Parabole pascale

Demain 22 mars la SNCF entamera sa grève perlée pour refuser la modification du statut des cheminots. Les CFF continueront de rouler comme si le personnel n’avait aucune revendication à arracher à la direction. C’est toujours comme cela : à intervalles réguliers les trains cessent de rouler en France et circulent en Suisse. Il est vain de chercher des explications dans les statuts respectifs des deux personnels. Cela n’a rien à voir avec la raison. C’est lié à la nature des deux peuples. Même s’ils parlent la même langue, même s’ils ont les mêmes ancêtres, même s’ils partagent les mêmes religions, les mêmes cuisines, les mêmes films, les uns sont mécontents, les autres sont béats.

C’est en fait une très vieille histoire. Tellement vieille qu’elle remonte à la création du monde. Selon la Genèse, le troisième jour de la création le Seigneur répartit les continents et les océans. Le récit, condensé en quatre versets, est assez sommaire. La découverte d’un commentaire dans le Talmud permet d’y voir un peu plus clair.

La France constitua le prototype. Bel équilibre entre la plaine fertile et la montagne pittoresque, entre des fleuves navigables et des mers harmonieusement disposées alentours, entre la Beauce prête à porter le blé et la Bourgogne la vigne, la Normandie les pommiers et la Provence l’olivier. Comme il y avait un peu trop de roches, qui auraient pu gêner l’agriculture et la pâture, le Seigneur les amassa sur ce coin de terrain voisin, qui allait devenir la Suisse. Au soir de ce troisième jour, le Seigneur envoya l’archange Gabriel pour relever un état des lieux. Après avoir voleté de-ci delà, Gabriel revint, à la fois extatique et inquiet.

« Seigneur, dit-il, vous avez créé un pays splendide, la France, mais son voisin la Suisse est beaucoup trop encombrée de montagnes. Quand vous y installerez les deux peuples, les pauvres habitants de la Suisse vont jalouser les Français opulents et leur mener une guerre perpétuelle. »

« C’est juste, accorda le Seigneur, je me suis trop investi sur le prototype au point de négliger son voisinage. Mais ce qui est fait est fait, on ne peut y revenir. Il faudrait un miracle. Je ne tiens pas à galvauder ce genre d’immixtions qui trahissent l’improvisation en exprimant des remords tardifs. »

Gabriel réfléchit un moment, eut une inspiration sublime et l’exprima :
« Seigneur, il vous reste encore à créer les habitants. Nous savons déjà que le premier couple d’humains sera raté, mais que des peuples différents surgiront par la suite, le meilleur et le pire pour respecter une moyenne.
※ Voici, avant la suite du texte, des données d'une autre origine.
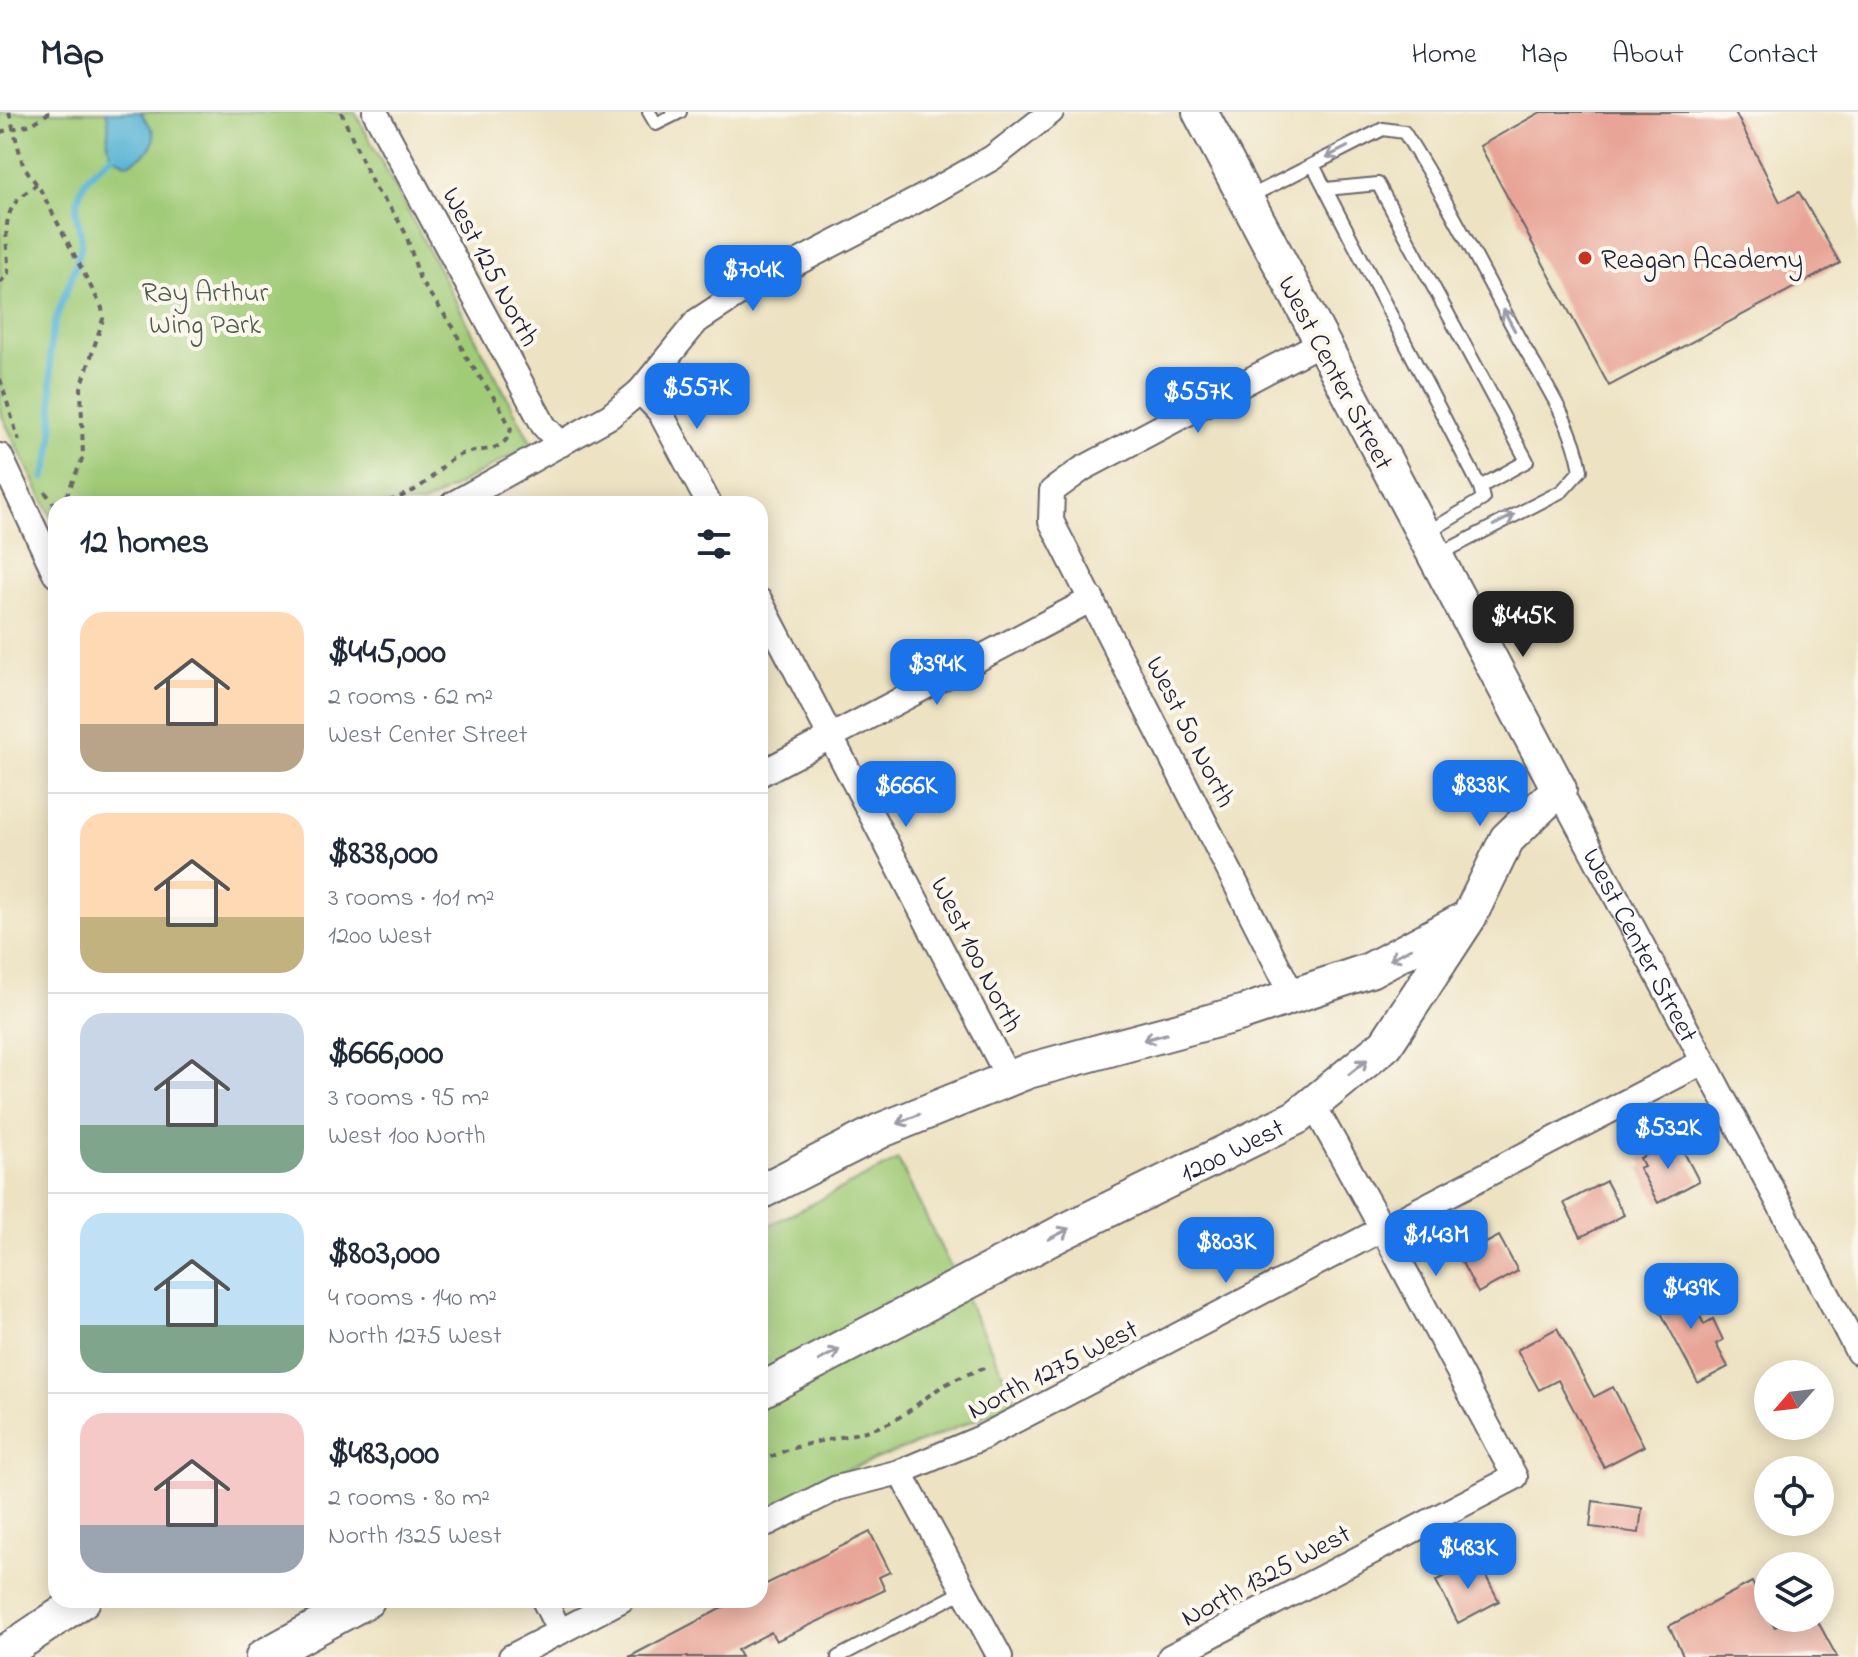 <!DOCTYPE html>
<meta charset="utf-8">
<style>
body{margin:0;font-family:"Indie Flower",sans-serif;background:#f2f2f3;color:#1f2937;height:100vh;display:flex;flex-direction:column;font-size:30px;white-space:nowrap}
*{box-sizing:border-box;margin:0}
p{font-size:26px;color:#747a83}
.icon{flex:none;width:44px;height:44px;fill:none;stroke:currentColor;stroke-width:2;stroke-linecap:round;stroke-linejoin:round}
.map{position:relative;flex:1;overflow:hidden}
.sheet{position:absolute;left:48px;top:384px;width:720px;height:1112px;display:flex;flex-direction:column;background:#fff;border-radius:24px;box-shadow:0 4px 20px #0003}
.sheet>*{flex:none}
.needle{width:52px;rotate:242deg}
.fabs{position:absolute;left:1754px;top:1248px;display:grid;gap:16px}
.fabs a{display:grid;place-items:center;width:80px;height:80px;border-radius:50%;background:#fff;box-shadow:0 4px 20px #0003;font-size:40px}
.price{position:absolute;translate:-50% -68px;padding:0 18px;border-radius:16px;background:#1a73e8;color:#fff;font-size:26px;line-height:52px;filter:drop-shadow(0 2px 4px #0008)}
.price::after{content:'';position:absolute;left:50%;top:48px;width:24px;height:18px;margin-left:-12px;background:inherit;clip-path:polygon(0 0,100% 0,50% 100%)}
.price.current{background:#222;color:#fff}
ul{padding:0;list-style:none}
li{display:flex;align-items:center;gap:24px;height:200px;padding:0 32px}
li+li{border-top:2px solid #e0e1e3}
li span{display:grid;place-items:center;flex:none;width:224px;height:160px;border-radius:24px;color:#555}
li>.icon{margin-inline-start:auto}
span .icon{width:96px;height:96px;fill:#fffc;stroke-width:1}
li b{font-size:34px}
h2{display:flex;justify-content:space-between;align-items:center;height:96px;padding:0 32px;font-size:34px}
header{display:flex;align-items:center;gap:48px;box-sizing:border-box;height:112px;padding:0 40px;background:#fff;border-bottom:2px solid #e0e1e3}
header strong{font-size:38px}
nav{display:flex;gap:44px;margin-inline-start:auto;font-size:28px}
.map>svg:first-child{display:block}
.green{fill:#a0cb77;stroke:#617659;stroke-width:2}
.water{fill:#56b3d4;stroke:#3c6a88;stroke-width:2}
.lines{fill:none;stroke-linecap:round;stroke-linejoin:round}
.stream{stroke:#56b3d4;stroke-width:7}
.building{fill:#e8a496}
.lane-casing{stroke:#69656a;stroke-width:16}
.street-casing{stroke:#69656a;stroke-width:28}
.secondary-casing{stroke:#69656a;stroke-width:38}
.path{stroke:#69656a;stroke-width:4;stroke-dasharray:6 6;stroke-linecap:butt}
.lane{stroke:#fff;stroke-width:12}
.street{stroke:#fff;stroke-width:24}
.secondary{stroke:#fff;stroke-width:34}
.oneway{stroke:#9c9ca7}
.poi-dot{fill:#c8321e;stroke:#fbf7ec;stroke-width:3}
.labels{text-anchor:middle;stroke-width:8;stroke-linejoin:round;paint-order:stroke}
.poi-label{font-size:28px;fill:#22223b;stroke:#fbf7ec;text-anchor:start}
.street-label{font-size:28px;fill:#22223b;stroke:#fbf7ec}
.park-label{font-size:28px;fill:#4e5d50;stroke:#fbf7ec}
</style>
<header>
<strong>Map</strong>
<nav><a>Home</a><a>Map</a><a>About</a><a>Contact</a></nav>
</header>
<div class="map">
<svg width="1858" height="1545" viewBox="0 0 1858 1545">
<rect width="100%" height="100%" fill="#fbf7ec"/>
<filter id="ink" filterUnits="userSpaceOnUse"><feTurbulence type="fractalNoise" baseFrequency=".0125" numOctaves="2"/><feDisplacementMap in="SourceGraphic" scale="16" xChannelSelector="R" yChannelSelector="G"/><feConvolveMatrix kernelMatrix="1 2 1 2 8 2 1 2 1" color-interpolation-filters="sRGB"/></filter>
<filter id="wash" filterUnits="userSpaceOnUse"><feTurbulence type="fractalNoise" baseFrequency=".006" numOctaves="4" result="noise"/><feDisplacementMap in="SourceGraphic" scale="32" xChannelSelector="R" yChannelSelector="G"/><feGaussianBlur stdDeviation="1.8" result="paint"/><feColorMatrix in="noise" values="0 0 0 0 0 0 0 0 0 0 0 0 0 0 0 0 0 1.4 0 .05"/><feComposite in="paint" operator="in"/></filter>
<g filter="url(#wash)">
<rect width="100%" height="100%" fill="#ede2c2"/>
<g class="green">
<polygon points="0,0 355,0 532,332 423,392 56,392 56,414 0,300"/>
<polygon points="898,1048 1017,1290 925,1329 829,1364 760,1400 760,1118"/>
</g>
<path class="water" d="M106,0H141C144,7 149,11 152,17C160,35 141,45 128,52L112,44C102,24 113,17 106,0Z"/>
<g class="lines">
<path class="stream" d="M44,366C59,327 51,285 50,245C49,206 74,171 81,134C83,121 78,116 77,104C75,96 79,82 82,75C88,62 101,53 112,44"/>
</g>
<g id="blocks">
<g class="building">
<polygon points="1541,0 1735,0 1780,90 1799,80 1840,151 1609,274 1480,34"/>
<polygon points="1677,1027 1699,1069 1658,1091 1639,1056 1644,1054 1640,1046"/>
<polygon points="1606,1069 1624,1103 1581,1125 1564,1091"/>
<polygon points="1499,1124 1518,1159 1478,1181 1459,1145"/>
<polygon points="1680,1167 1704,1212 1713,1207 1723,1228 1716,1232 1728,1255 1698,1271 1651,1182"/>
<polygon points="1557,1216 1594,1285 1613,1275 1644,1334 1604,1355 1558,1268 1539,1278 1517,1238"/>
<polygon points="1593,1389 1642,1396 1639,1421 1590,1415"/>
<polygon points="870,1420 890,1460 879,1465 885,1478 776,1529 771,1520 737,1538 741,1545 629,1545 737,1488 760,1488 760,1475"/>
<polygon points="1477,1447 1499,1489 1458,1511 1436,1469"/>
<polygon points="1752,1470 1768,1506 1775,1515 1791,1506 1816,1506 1837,1545 1684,1545 1669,1514"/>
</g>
</g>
</g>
<g filter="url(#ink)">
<use href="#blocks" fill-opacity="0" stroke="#69656a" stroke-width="2"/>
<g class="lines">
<defs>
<g id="lane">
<polyline points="649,0 656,12 680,0"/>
<polyline points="1313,53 1480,375 1483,387 1427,421"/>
<polyline points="1326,77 1378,72 1527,349 1480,375"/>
<path d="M1249,85L1383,17L1404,20C1445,84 1479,152 1515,219C1539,263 1572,308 1581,358L1562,379L1438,443"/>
<polyline points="838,1545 964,1479"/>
</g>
<g id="street">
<polyline points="375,0 544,314 561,332"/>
<polyline points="640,279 660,300 709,392"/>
<polyline points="0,344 56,463"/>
<polyline points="453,392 610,304 640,279 697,209 743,179 923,85 992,46 1051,0"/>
<polyline points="760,489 1009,967"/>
<polyline points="760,662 1092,487"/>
<path id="s1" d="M1559,677L1858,1240"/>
<polyline points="1293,884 1051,409 1052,379 1082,357 1322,230"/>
<polyline points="900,1360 1000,1545"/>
<polyline points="760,1415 837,1376 900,1360 981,1326 1703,950"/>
<polyline points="544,1488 560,1520"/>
<polyline points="511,1545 621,1488"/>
<polyline points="1170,1545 1515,1365 1383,1118 1313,992"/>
</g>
<g id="secondary">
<polyline points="760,1080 882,1018 1028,959 1242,901 1370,858 1465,807"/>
<path id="s2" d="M760,1279L1061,1121L1297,1005L1386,932L1469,805L1507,727L1559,677L1200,0"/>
<polyline points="0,1544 83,1488"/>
<polyline points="263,1545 367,1488"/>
</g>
</defs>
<use href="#lane" class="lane-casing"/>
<use href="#street" class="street-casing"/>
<use href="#secondary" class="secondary-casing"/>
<g class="path">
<polyline points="9,0 23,53 40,77 102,196 103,207 81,276 83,345 63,392"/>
<path d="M341,0L374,75L394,101L406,122L420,168L456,219L464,242L499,293L511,317C505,341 484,336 465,341C447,346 439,360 425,371C411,382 395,387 379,392"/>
<polyline points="0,20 32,12 50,0"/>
<path d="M0,171L8,161C9,139 0,109 16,90C21,83 30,78 37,72"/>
<polyline points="0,267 19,329"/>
<polyline points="45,380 56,394"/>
<path d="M760,1351C798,1327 845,1329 886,1312C906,1304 920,1289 938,1277C952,1268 968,1262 984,1256"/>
</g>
<use href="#lane" class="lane"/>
<use href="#street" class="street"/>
<use href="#secondary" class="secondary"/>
</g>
<defs><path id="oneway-shaft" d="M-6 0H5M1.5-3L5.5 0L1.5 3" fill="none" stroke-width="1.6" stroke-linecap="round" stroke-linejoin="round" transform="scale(2)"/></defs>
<g class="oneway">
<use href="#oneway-shaft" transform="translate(1337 40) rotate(153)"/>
<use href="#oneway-shaft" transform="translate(1509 208) rotate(-118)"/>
<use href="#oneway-shaft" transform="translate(1504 408) rotate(-27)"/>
<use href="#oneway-shaft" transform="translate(1400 842) rotate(152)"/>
<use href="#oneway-shaft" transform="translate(1155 925) rotate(165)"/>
<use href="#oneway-shaft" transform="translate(1358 955) rotate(-39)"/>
<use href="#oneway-shaft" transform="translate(908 1007) rotate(158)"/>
<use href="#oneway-shaft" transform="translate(1059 1122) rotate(-27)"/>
<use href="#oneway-shaft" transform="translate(829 1243) rotate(-28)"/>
</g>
</g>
<circle class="poi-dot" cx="1585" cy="146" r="8"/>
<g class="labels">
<g class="poi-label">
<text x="1601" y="156">Reagan Academy</text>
</g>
<g class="street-label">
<text transform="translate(492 154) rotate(62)" y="10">West 125 North</text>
<text transform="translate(1337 260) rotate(62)" y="10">West Center Street</text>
<text transform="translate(1192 619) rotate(63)" y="10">West 50 North</text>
<text dy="10" stroke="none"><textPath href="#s1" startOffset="176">West Center Street</textPath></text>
<text transform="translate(978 842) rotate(63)" y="10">West 100 North</text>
<text dy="10" stroke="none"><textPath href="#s2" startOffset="530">1200 West</textPath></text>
<text transform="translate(1052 1256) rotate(-27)" y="10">North 1275 West</text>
<text transform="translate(1265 1462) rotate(-28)" y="10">North 1325 West</text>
</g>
<g class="park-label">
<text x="205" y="189">Ray Arthur<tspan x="205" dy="32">Wing Park</tspan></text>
</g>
</g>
</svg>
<div class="fabs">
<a><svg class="needle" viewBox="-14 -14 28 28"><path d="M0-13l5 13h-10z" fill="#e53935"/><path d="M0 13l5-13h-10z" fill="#747a83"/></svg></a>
<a><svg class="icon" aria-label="locate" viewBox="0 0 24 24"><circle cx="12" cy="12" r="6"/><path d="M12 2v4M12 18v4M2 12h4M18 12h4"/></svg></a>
<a><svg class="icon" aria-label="layers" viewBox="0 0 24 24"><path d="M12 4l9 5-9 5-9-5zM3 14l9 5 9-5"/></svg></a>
</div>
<b class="price" style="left:753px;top:201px">$704K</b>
<b class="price" style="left:697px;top:319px">$557K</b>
<b class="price" style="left:1198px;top:323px">$557K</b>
<b class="price current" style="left:1523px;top:547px">$445K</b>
<b class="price" style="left:937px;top:595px">$394K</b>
<b class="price" style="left:1480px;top:716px">$838K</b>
<b class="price" style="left:906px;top:717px">$666K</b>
<b class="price" style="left:1668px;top:1059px">$532K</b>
<b class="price" style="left:1436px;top:1166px">$1.43M</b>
<b class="price" style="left:1226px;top:1173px">$803K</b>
<b class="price" style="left:1691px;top:1219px">$439K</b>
<b class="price" style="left:1468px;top:1479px">$483K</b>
<section class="sheet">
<h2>12 homes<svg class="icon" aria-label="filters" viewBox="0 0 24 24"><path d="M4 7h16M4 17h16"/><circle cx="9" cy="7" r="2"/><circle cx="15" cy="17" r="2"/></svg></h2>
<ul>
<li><span style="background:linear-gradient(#ffd9b3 70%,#b9a48a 0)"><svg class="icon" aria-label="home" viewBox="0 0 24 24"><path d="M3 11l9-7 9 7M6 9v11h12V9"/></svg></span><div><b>$445,000</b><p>2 rooms · 62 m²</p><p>West Center Street</p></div></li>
<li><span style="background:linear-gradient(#ffd9b3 65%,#c2b280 0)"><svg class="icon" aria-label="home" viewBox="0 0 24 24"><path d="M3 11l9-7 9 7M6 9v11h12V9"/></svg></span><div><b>$838,000</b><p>3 rooms · 101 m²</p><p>1200 West</p></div></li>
<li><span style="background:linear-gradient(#c9d6e8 70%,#7fa58c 0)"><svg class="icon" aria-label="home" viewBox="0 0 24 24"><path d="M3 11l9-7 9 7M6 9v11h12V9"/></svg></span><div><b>$666,000</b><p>3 rooms · 95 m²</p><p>West 100 North</p></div></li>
<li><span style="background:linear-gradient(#bfe0f5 70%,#7fa58c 0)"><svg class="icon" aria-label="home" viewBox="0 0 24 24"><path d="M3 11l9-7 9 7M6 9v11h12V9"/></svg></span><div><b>$803,000</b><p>4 rooms · 140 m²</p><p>North 1275 West</p></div></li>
<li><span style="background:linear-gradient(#f6c9c9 70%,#9aa5b1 0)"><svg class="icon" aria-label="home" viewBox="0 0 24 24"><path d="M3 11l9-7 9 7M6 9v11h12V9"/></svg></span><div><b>$483,000</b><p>2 rooms · 80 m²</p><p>North 1325 West</p></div></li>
</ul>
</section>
</div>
Placez en France des mécontents perpétuels et en Suisse des gens béatement satisfaits. »

Ainsi fit le Seigneur. Depuis, les Français, déçus d’être ce qu’ils sont, se plaignent avec aigreur, d’autant plus que la contemplation de leur pays de Cocagne constitue un démenti fâcheux .à leur sempiternel mécontentement. En revanche, les Suisses vivent une félicité d’autant plus méritée que le tiers de leur pays n’est même pas cultivable. Ils n’ont jamais envahi la France, qui en revanche ne s’est pas faute de franchir la frontière à deux ou trois reprises.

Le dimanche, le Seigneur se reposa dans la certitude d’avoir créé le meilleur des mondes possibles par un juste équilibre entre les territoires et les nations. Néanmoins, en tendant l’oreille, chaque 14 juillet il entend un chant guerrier monter de la France et chaque 1er août un hymne à sa gloire en Suisse. Il apprit ainsi la différence entre une réussite gâchée, la France, et un échec surmonté, la Suisse. Il cessa d’exercer sa toute-puissance. Le Royaume à venir à la fin des temps n’aura pas de Roi parce que l’exercice du pouvoir sera aboli. Comme en Suisse.

Jacques Neirynck

Jacques Neirynck est ingénieur, ancien conseiller national PDC et député au Grand Conseil vaudois, professeur honoraire de l'École polytechnique fédérale de Lausanne (EPFL), d'origine belge, de nationalité française et naturalisé suisse. Il exerce la profession d'écrivain.